[Data entries]
---------------

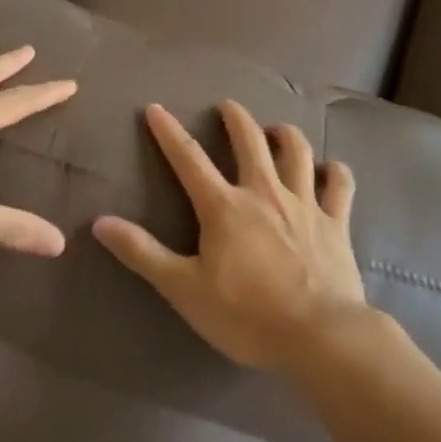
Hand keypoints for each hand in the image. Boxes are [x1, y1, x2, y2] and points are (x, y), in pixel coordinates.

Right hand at [92, 100, 366, 369]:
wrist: (319, 336)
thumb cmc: (246, 315)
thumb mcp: (184, 288)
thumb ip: (143, 253)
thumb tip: (100, 222)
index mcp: (224, 206)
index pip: (189, 158)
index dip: (169, 132)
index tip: (155, 108)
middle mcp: (264, 192)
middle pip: (250, 141)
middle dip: (236, 118)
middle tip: (227, 106)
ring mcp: (305, 203)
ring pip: (297, 152)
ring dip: (284, 134)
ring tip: (275, 129)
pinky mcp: (336, 222)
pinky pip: (340, 185)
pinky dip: (335, 171)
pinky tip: (330, 168)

---------------

## TO DO
Word-for-word copy, no pictures: write out the entries above in full.

## RESULT OF THIS TASK
Hand keypoints for each hand in the image. Boxes are [x1, y1, x2, y2] and points are (x, y), in pixel coordinates.

Right hand at [92, 100, 366, 369]:
wrist: (319, 336)
thumb cmc: (246, 315)
thumb mcp: (184, 288)
thumb ip: (143, 253)
thumb tip: (100, 222)
index mcp: (224, 206)
index pip: (189, 158)
index dip: (169, 132)
index tip: (155, 108)
middle mcp: (264, 192)
middle pip: (250, 141)
middle dip: (236, 118)
middle tip: (227, 106)
ring mcp: (305, 203)
ring pip: (297, 152)
ring dip: (284, 134)
ring tip: (275, 129)
pinky mcp: (336, 222)
pinky pip: (340, 185)
pinky dip: (335, 171)
pinky tip: (330, 168)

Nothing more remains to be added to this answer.